• Exercise instructions: What's needed is the listing below, repeated word for word with no pictures.

• Extracted data:

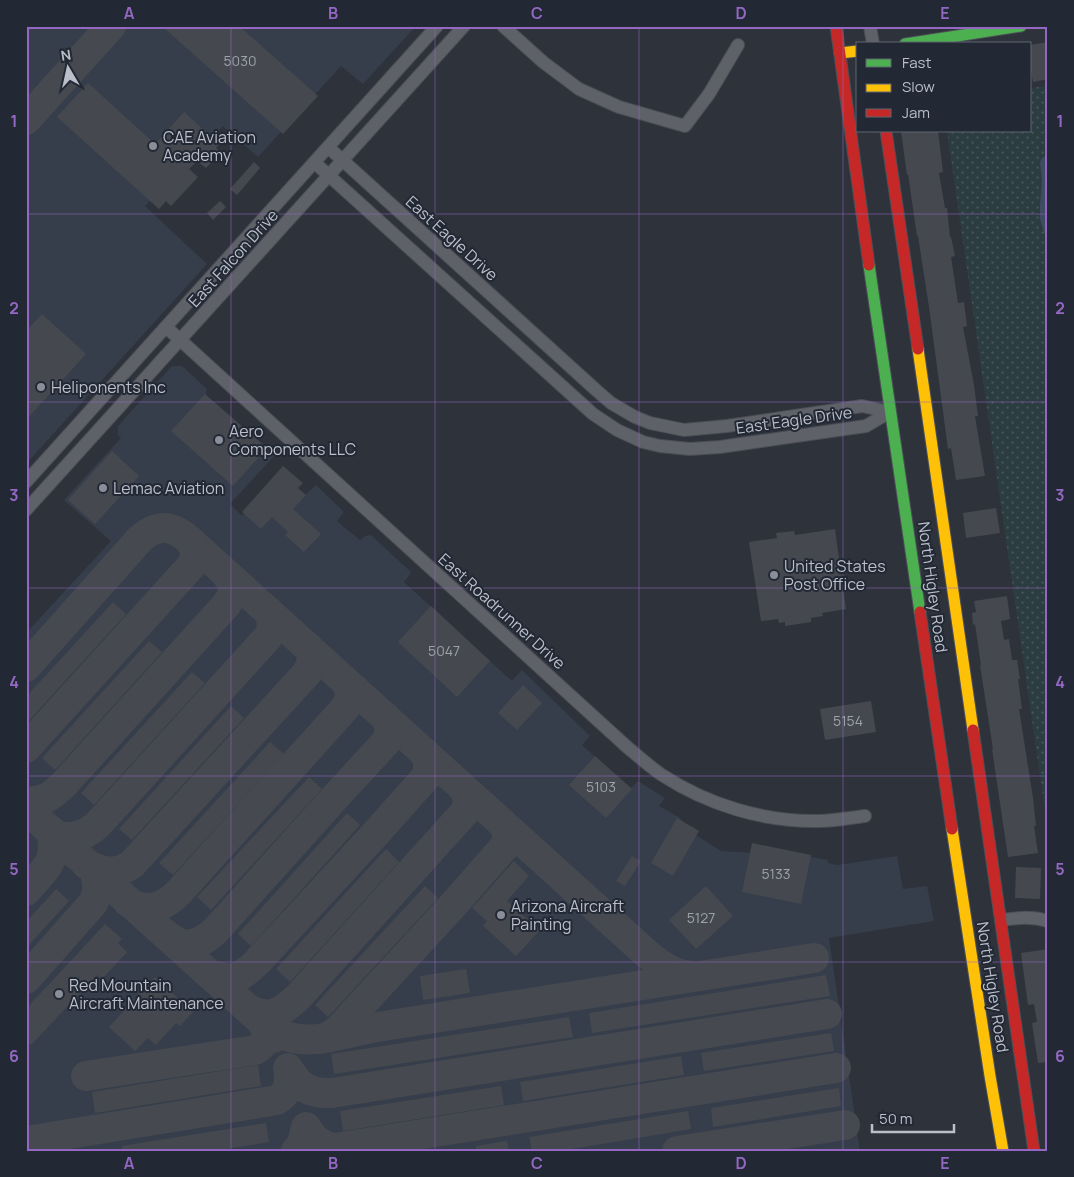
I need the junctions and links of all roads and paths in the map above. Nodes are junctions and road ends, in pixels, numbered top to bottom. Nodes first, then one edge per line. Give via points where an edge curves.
1 (438, 26) edge
2 (464, 26) edge
3 (504, 26) edge
4 (836, 26) edge
5 (870, 26) edge
6 (1021, 26) edge
7 (873, 42) edge
8 (918, 42) edge
9 (738, 45) dead end
10 (856, 50) edge
11 (840, 53) junction
12 (886, 132) edge
13 (329, 148) junction
14 (343, 161) junction
15 (315, 163) junction
16 (330, 176) junction
17 (481, 286) junction
18 (468, 301) junction
19 (166, 327) junction
20 (180, 340) junction
21 (890, 412) junction
22 (26, 482) edge
23 (26, 510) edge
24 (864, 816) dead end
25 (1001, 920) junction
26 (1048, 921) edge
27 (1003, 1151) edge
28 (1034, 1151) edge

1 - 13 street, East Falcon Drive
2 - 14 street, East Falcon Drive
3 - 9 street via 579,89 619,107 685,126 709,94
4 - 11 street, North Higley Road
5 - 7 street
6 - 8 street
10 - 11 street
11 - 21 street, North Higley Road
12 - 25 street, North Higley Road
13 - 14 street, East Eagle Drive
13 - 15 street, East Falcon Drive
14 - 16 street, East Falcon Drive
14 - 17 street, East Eagle Drive
15 - 16 street, East Eagle Drive
15 - 19 street, East Falcon Drive
16 - 18 street, East Eagle Drive
16 - 20 street, East Falcon Drive
17 - 18 street
17 - 21 street, East Eagle Drive via 612,403 650,423 684,430 862,406
18 - 21 street, East Eagle Drive via 593,414 644,442 677,449 705,449 866,426
19 - 20 street, East Roadrunner Drive
19 - 22 street, East Falcon Drive
20 - 23 street, East Falcon Drive
20 - 24 street, East Roadrunner Drive via 626,746 661,774 705,798 768,817 821,821
21 - 27 street, North Higley Road
25 - 26 street via 1030,917
25 - 28 street, North Higley Road

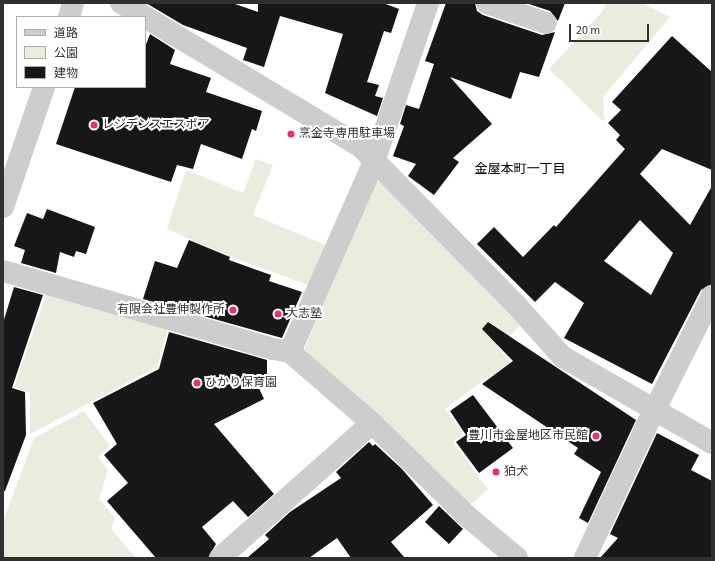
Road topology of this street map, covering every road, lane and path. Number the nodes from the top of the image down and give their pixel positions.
1 (73, 3) edge
2 (121, 3) edge
3 (428, 3) edge
4 (487, 3) edge
5 (68, 16) edge
6 (143, 16) edge
7 (146, 18) edge
8 (546, 22) dead end
9 (44, 88) edge
10 (375, 159) junction
11 (3, 207) edge
12 (3, 271) edge
13 (712, 296) edge
14 (290, 352) junction
15 (654, 412) junction
16 (372, 423) junction
17 (712, 443) edge
18 (220, 558) edge
19 (517, 558) edge
20 (585, 558) edge

1 - 5 street
2 - 6 street
3 - 10 street
4 - 8 street
7 - 10 street
9 - 11 street
10 - 14 street
10 - 15 street
12 - 14 street
13 - 15 street
14 - 16 street
15 - 17 street
15 - 20 street
16 - 18 street
16 - 19 street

• Answer space:
I need the junctions and links of all roads and paths in the map above. Nodes are junctions and road ends, in pixels, numbered top to bottom. Nodes first, then one edge per line. Give via points where an edge curves.
1 (438, 26) edge
2 (464, 26) edge
3 (504, 26) edge
4 (836, 26) edge
5 (870, 26) edge
6 (1021, 26) edge
7 (873, 42) edge
8 (918, 42) edge
9 (738, 45) dead end
10 (856, 50) edge
11 (840, 53) junction
12 (886, 132) edge
13 (329, 148) junction
14 (343, 161) junction
15 (315, 163) junction
16 (330, 176) junction
17 (481, 286) junction
18 (468, 301) junction
19 (166, 327) junction
20 (180, 340) junction
21 (890, 412) junction
22 (26, 482) edge
23 (26, 510) edge
24 (864, 816) dead end
25 (1001, 920) junction
26 (1048, 921) edge
27 (1003, 1151) edge
28 (1034, 1151) edge

1 - 13 street, East Falcon Drive
2 - 14 street, East Falcon Drive
3 - 9 street via 579,89 619,107 685,126 709,94
4 - 11 street, North Higley Road
5 - 7 street
6 - 8 street
10 - 11 street
11 - 21 street, North Higley Road
12 - 25 street, North Higley Road
13 - 14 street, East Eagle Drive
13 - 15 street, East Falcon Drive
14 - 16 street, East Falcon Drive
14 - 17 street, East Eagle Drive
15 - 16 street, East Eagle Drive
15 - 19 street, East Falcon Drive
16 - 18 street, East Eagle Drive
16 - 20 street, East Falcon Drive
17 - 18 street
17 - 21 street, East Eagle Drive via 612,403 650,423 684,430 862,406
18 - 21 street, East Eagle Drive via 593,414 644,442 677,449 705,449 866,426
19 - 20 street, East Roadrunner Drive
19 - 22 street, East Falcon Drive
20 - 23 street, East Falcon Drive
20 - 24 street, East Roadrunner Drive via 626,746 661,774 705,798 768,817 821,821
21 - 27 street, North Higley Road
25 - 26 street via 1030,917
25 - 28 street, North Higley Road

Road topology of this street map, covering every road, lane and path. Number the nodes from the top of the image down and give their pixel positions.
1 (73, 3) edge
2 (121, 3) edge
3 (428, 3) edge
4 (487, 3) edge
5 (68, 16) edge
6 (143, 16) edge
7 (146, 18) edge
8 (546, 22) dead end
9 (44, 88) edge
10 (375, 159) junction
11 (3, 207) edge
12 (3, 271) edge
13 (712, 296) edge
14 (290, 352) junction
15 (654, 412) junction
16 (372, 423) junction
17 (712, 443) edge
18 (220, 558) edge
19 (517, 558) edge
20 (585, 558) edge

1 - 5 street
2 - 6 street
3 - 10 street
4 - 8 street
7 - 10 street
9 - 11 street
10 - 14 street
10 - 15 street
12 - 14 street
13 - 15 street
14 - 16 street
15 - 17 street
15 - 20 street
16 - 18 street
16 - 19 street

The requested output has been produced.